:: GOAL OF THE EXERCISE ::
The records that follow are to be given again exactly, with their pictures omitted.
━━ AVAILABLE RECORDS ━━
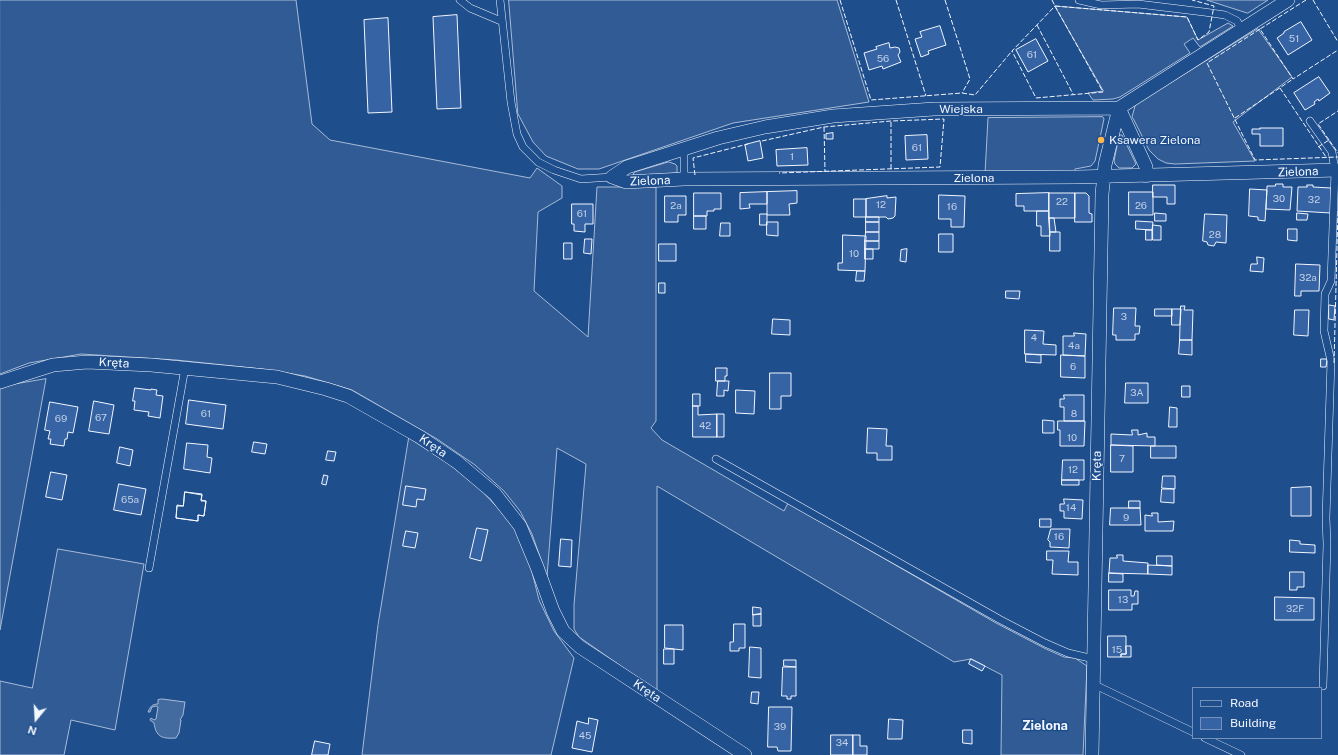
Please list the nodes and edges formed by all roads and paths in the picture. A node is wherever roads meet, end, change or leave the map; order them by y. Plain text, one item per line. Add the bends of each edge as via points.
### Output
1 (460, 0) edge
2 (500, 0) edge
3 (1079, 0) edge
4 (1288, 0) edge
5 (501, 21) junction
6 (1242, 30) junction
7 (1119, 108) junction
8 (1310, 121) dead end
9 (684, 150) junction
10 (1337, 171) edge
11 (1104, 176) junction
12 (1146, 176) junction
13 (612, 177) junction
14 (684, 180) junction
15 (185, 368) junction
16 (0, 382) edge
17 (716, 459) dead end
18 (149, 568) dead end
19 (1094, 659) junction
20 (1093, 684) junction
21 (1323, 686) dead end
22 (1192, 732) edge
23 (1207, 739) edge
24 (745, 755) edge
25 (1092, 755) edge
26 (1241, 755) edge

1 - 5 lane via 470,8
2 - 5 lane
3 - 6 lane via 1101,5 1138,4 1225,15 1237,21
4 - 6 street
5 - 13 lane via 511,102 517,134 523,147 538,162 574,177
6 - 7 street
7 - 9 street, Wiejska via 934,109 833,116 765,126
7 - 11 street, Kręta
7 - 12 street via 1146,167
8 - 10 lane via 1332,152
9 - 13 street, Wiejska via 627,167
9 - 14 lane
10 - 12 street, Zielona
10 - 21 lane via 1331,281 1326,294 1324,331 1331,361
11 - 12 street, Zielona
11 - 14 street, Zielona
11 - 19 street, Kręta
13 - 14 street, Zielona via 626,182
15 - 16 street, Kręta via 87,362 53,365
15 - 18 lane
15 - 24 street, Kręta via 277,377 348,396 420,437 457,462 495,494 520,526 563,631 580,646
17 - 19 lane via 998,619 1068,653
19 - 20 street, Kręta
20 - 22 lane
20 - 25 street, Kręta
23 - 26 lane

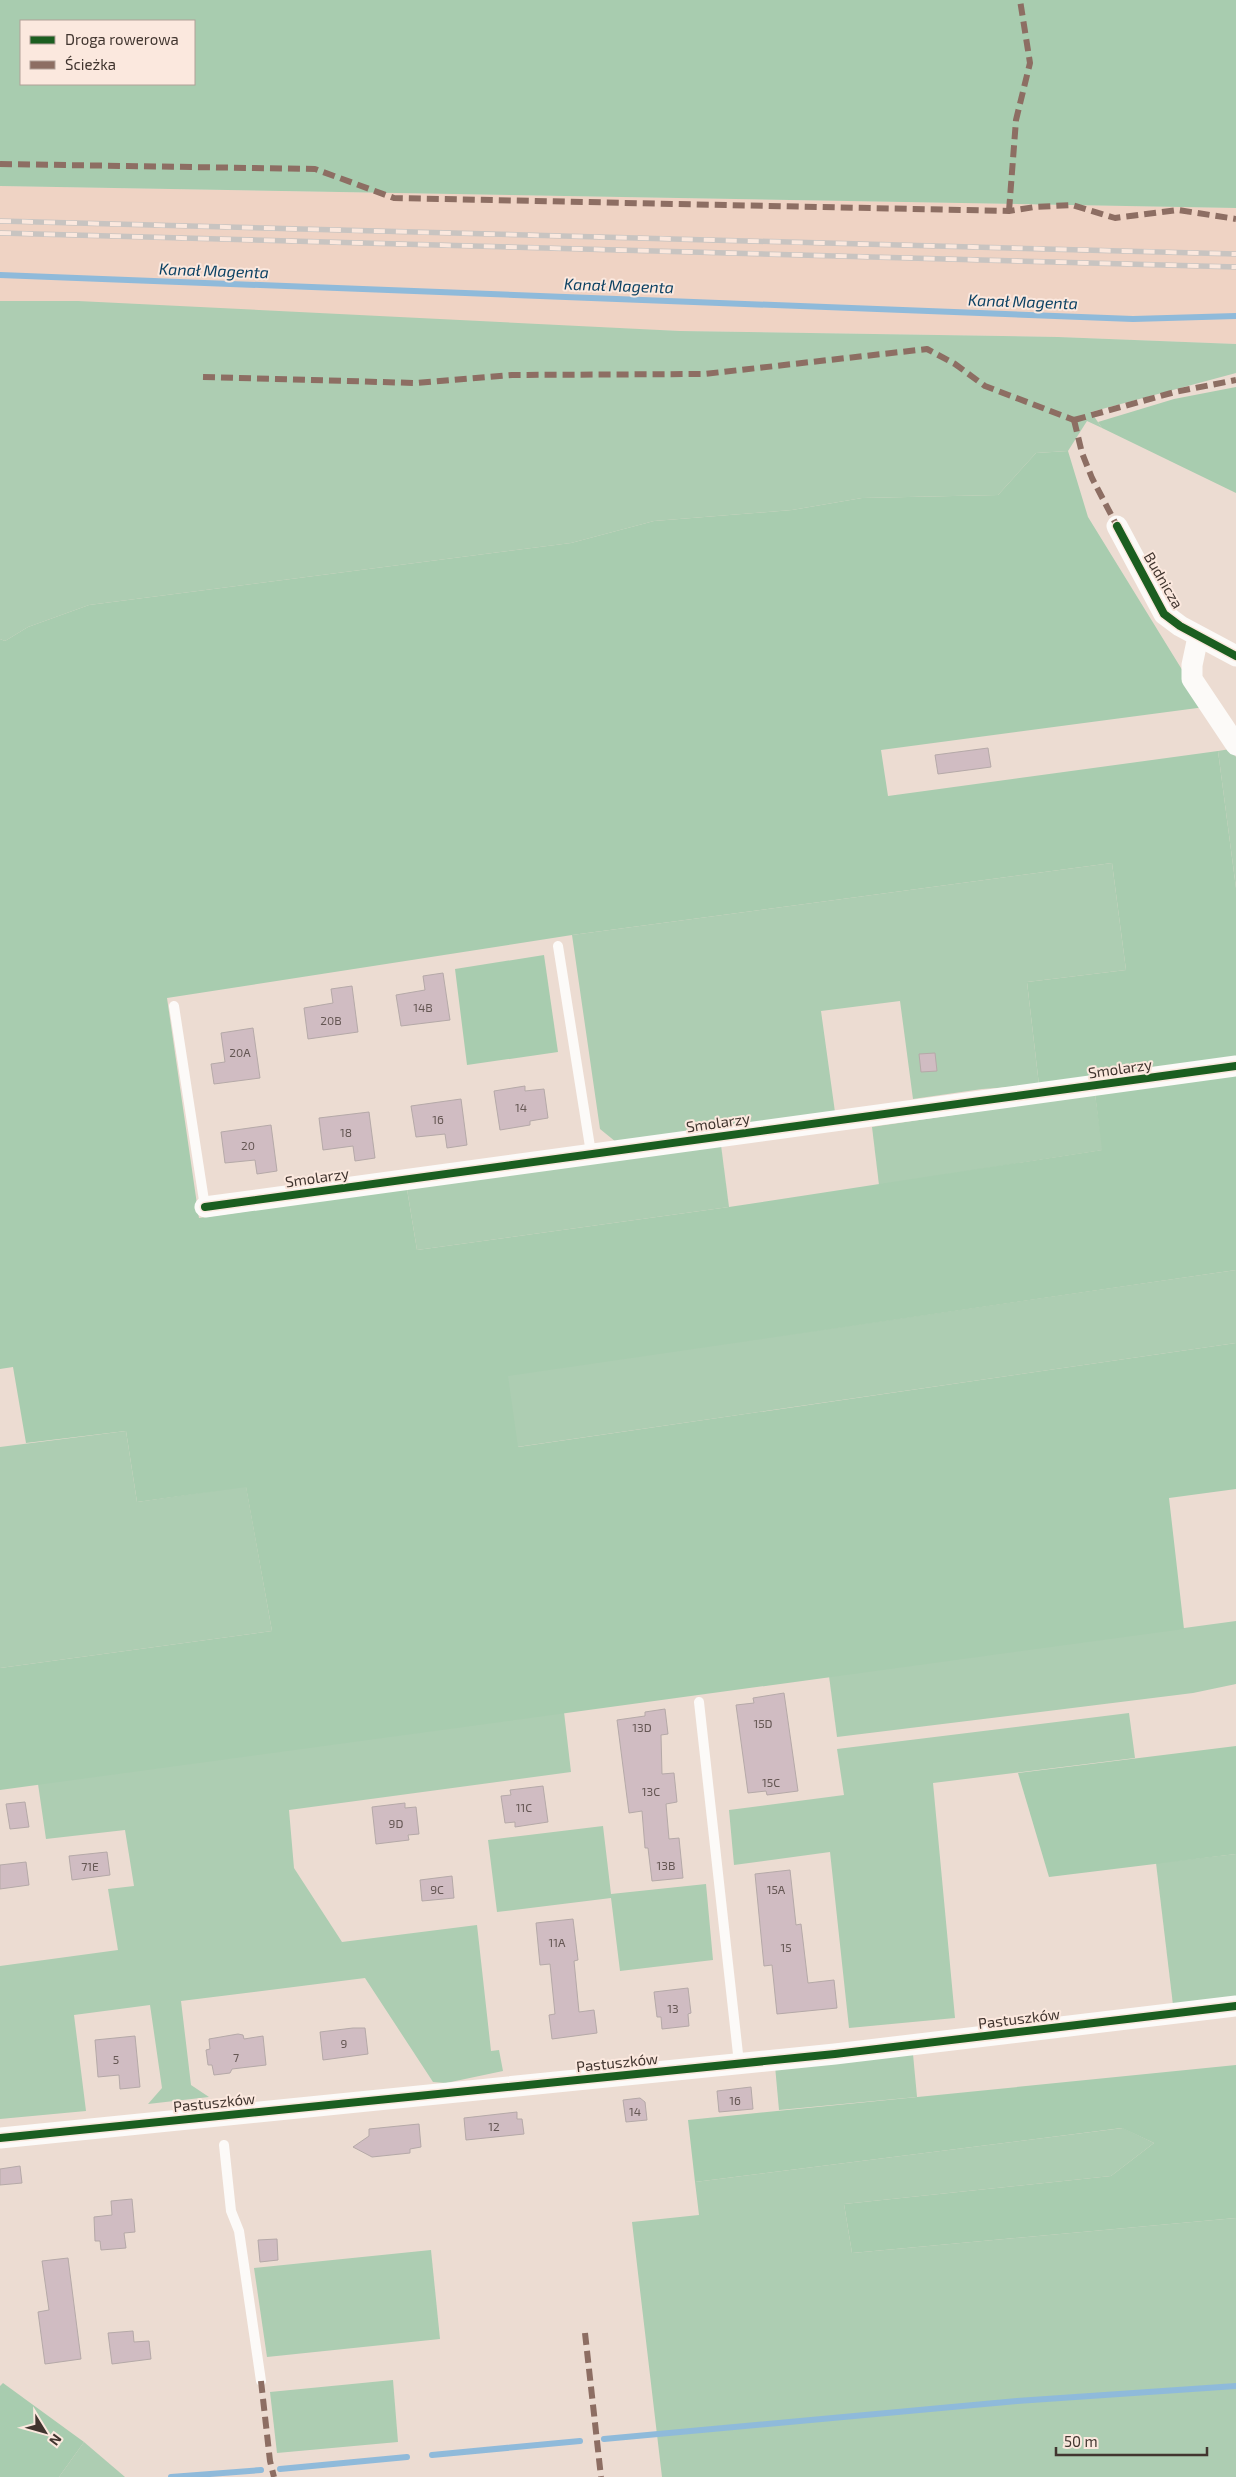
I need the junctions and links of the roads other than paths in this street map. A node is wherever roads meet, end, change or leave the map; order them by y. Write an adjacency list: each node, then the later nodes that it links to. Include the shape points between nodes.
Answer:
1 (1117, 526): 2 (street, Budnicza, via 1164,614)
2 (1198, 637): 3 (street, Budnicza); 4 (street, via 1192,679)
3 (1236, 656)
4 (1236, 745)
5 (558, 946): 8 (lane)
6 (174, 1006): 9 (lane)
7 (1236, 1066): 8 (street, Smolarzy)
8 (591, 1154): 9 (street, Smolarzy)
9 (205, 1206)
10 (699, 1702): 12 (lane)
11 (1236, 2006): 12 (street, Pastuszków)
12 (739, 2063): 13 (street, Pastuszków)
13 (0, 2138)
14 (224, 2145): 15 (lane, via 231,2211 239,2231)
15 (260, 2381)

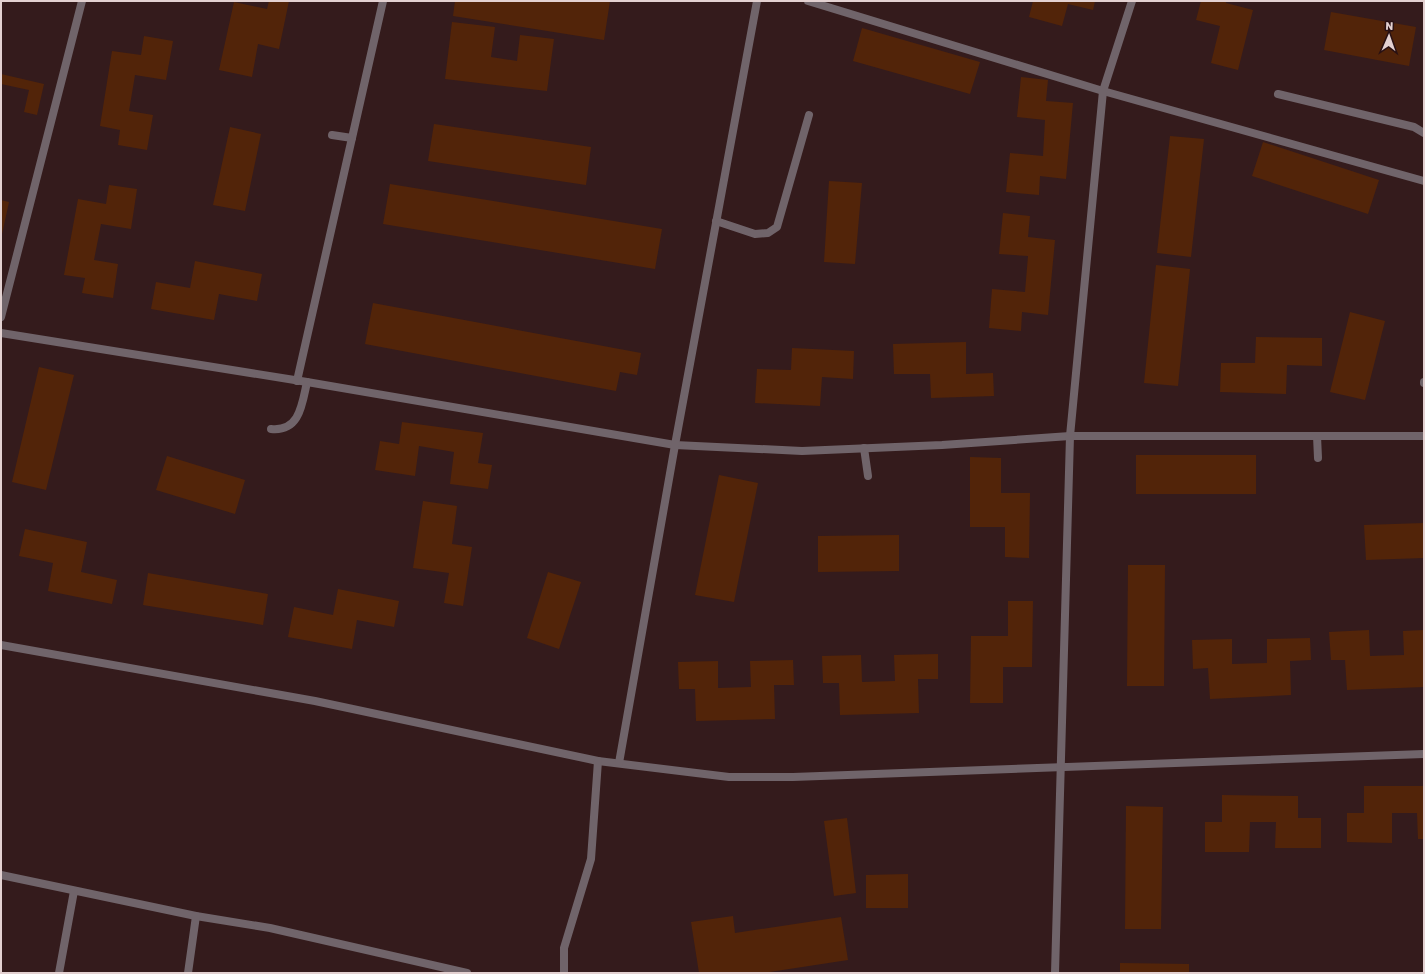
━━━
:: ANSWER TO THIS PROBLEM ::
Please list the nodes and edges formed by all roads and paths in the picture. A node is wherever roads meet, end, change or leave the map; order them by y. Plain text, one item per line. Add the bends of each edge as via points.
### Output
1 (460, 0) edge
2 (500, 0) edge
3 (1079, 0) edge
4 (1288, 0) edge
5 (501, 21) junction
6 (1242, 30) junction
7 (1119, 108) junction
8 (1310, 121) dead end
9 (684, 150) junction
10 (1337, 171) edge
11 (1104, 176) junction
12 (1146, 176) junction
13 (612, 177) junction
14 (684, 180) junction
15 (185, 368) junction
16 (0, 382) edge
17 (716, 459) dead end
18 (149, 568) dead end
19 (1094, 659) junction
20 (1093, 684) junction
21 (1323, 686) dead end
22 (1192, 732) edge
23 (1207, 739) edge
24 (745, 755) edge
25 (1092, 755) edge
26 (1241, 755) edge

1 - 5 lane via 470,8
2 - 5 lane
3 - 6 lane via 1101,5 1138,4 1225,15 1237,21
4 - 6 street
5 - 13 lane via 511,102 517,134 523,147 538,162 574,177
6 - 7 street
7 - 9 street, Wiejska via 934,109 833,116 765,126
7 - 11 street, Kręta
7 - 12 street via 1146,167
8 - 10 lane via 1332,152
9 - 13 street, Wiejska via 627,167
9 - 14 lane
10 - 12 street, Zielona
10 - 21 lane via 1331,281 1326,294 1324,331 1331,361
11 - 12 street, Zielona
11 - 14 street, Zielona
11 - 19 street, Kręta
13 - 14 street, Zielona via 626,182
15 - 16 street, Kręta via 87,362 53,365
15 - 18 lane
15 - 24 street, Kręta via 277,377 348,396 420,437 457,462 495,494 520,526 563,631 580,646
17 - 19 lane via 998,619 1068,653
19 - 20 street, Kręta
20 - 22 lane
20 - 25 street, Kręta
23 - 26 lane

I need the junctions and links of the roads other than paths in this street map. A node is wherever roads meet, end, change or leave the map; order them by y. Write an adjacency list: each node, then the later nodes that it links to. Include the shape points between nodes.
Answer:
1 (1117, 526): 2 (street, Budnicza, via 1164,614)
2 (1198, 637): 3 (street, Budnicza); 4 (street, via 1192,679)
3 (1236, 656)
4 (1236, 745)
5 (558, 946): 8 (lane)
6 (174, 1006): 9 (lane)
7 (1236, 1066): 8 (street, Smolarzy)
8 (591, 1154): 9 (street, Smolarzy)
9 (205, 1206)
10 (699, 1702): 12 (lane)
11 (1236, 2006): 12 (street, Pastuszków)
12 (739, 2063): 13 (street, Pastuszków)
13 (0, 2138)
14 (224, 2145): 15 (lane, via 231,2211 239,2231)
15 (260, 2381)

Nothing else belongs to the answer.